Vale do Rift, Quênia, 26/8/2011 – A inflação do Quênia chegou a 15,53%, e os mais pobres lutam para atender suas necessidades básicas. Famílias em algumas áreas agora só podem obter uma refeição por dia. “A maior parte dos produtos básicos se converteu em luxo, em razão dos crescentes preços”, disse Jane Wabwire, residente no bairro pobre de Kwa Rhonda, no Vale do Rift.

A inflação é atribuída aos crescentes custos dos alimentos e dos combustíveis, incluindo petróleo, diesel e parafina. Após uma escassa produção de alimentos por três anos seguidos, há uma grave demanda interna e, portanto, os preços aumentaram. Isto não acontece só no Quênia. A escassa produção também se registra em Uganda e na Tanzânia, de onde o Quênia importa alimentos.

“Muitos países também são afetados”, disse à IPS a chefe do Departamento de Economia da Universidade de Egerton, Njeri Muhia. Ela alertou que o efeito da alta inflação pode persistir por seis meses. Muhia disse que enquanto o xelim queniano continuar sob pressão do dólar, os preços dos combustíveis e dos alimentos continuarão aumentando. Neste mês, o xelim atingiu a cotação baixa recorde de US$ 95,05. “Os setores de baixa renda são os mais afetados pela situação”, afirmou.

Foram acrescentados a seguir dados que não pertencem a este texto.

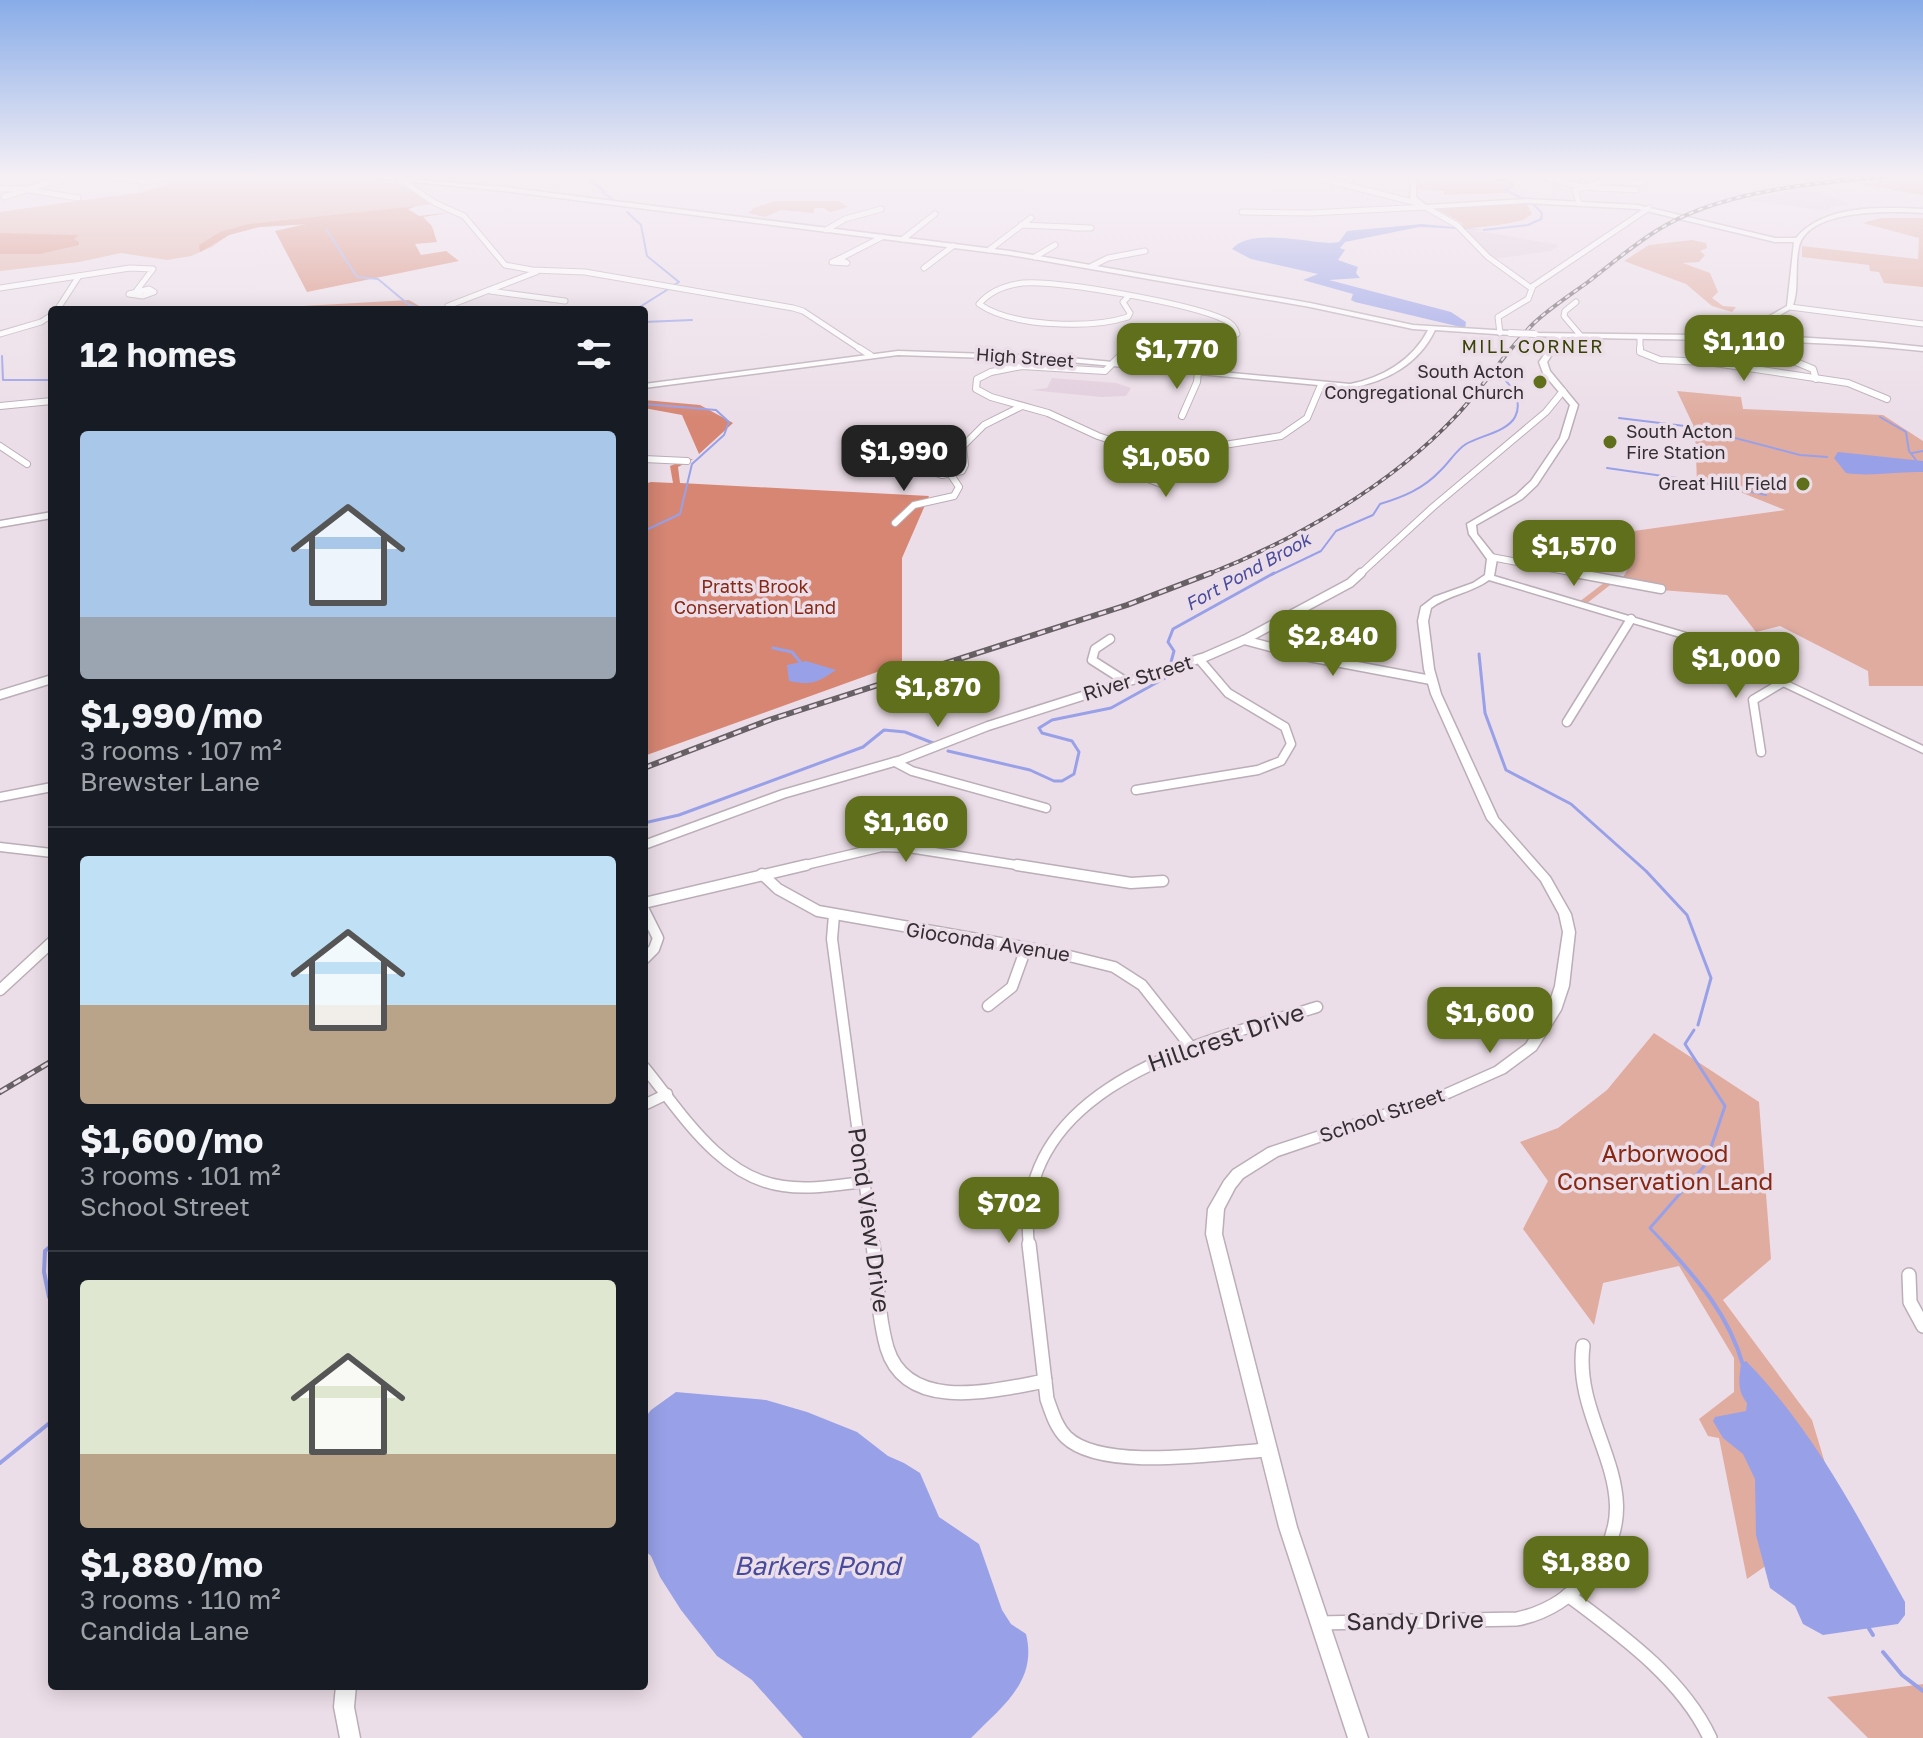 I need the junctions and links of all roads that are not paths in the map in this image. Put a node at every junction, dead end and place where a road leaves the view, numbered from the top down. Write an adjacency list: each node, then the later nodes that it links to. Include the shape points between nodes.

A parafina, usada pela maioria dos quenianos para cozinhar e iluminar suas casas, agora é vendida a 101 xelins (US$ 1,08) o litro, contra 60 xelins em junho. Os preços dos combustíveis aumentaram apesar de o governo reduzir em 30% os impostos sobre esses produtos para deter a alta. Um prato popular à base de milho, o ugali, é cada vez menos acessível para muitos. É um alimento básico para 80% dos quenianos. O preço de um saco de dois quilos continuou aumentando, de 130 xelins em junho para 136 xelins em julho e 140 em agosto.

“Lavo roupa para fora e ganho 150 xelins à noite. Isso só quando tem trabalho disponível”, disse Wabwire, acrescentando que seu marido é trabalhador temporário. Quando ela consegue algum trabalho usa o dinheiro para comprar um quarto de litro de parafina a 50 xelins, gordura a dez xelins, couve a dez xelins e um quilo de farinha de milho não refinada a dez xelins. “Às vezes não me sobra nada. Em outras restam 20 ou 30 xelins para uma emergência ou pagar o aluguel”, explicou.

Wabwire conversou com a IPS quando fazia fila junto com outras centenas de pessoas que esperavam sua parte de milho e feijão doados por uma igreja local. “Tenho de ficar na fila. Não importa o tempo que demora, tenho de esperar até conseguir alguma coisa. Manterá minha família por uns dias”, disse. A mulher contou que algumas crianças da região sofrem desnutrição porque seus pais só podem comprar batatas, todos os dias.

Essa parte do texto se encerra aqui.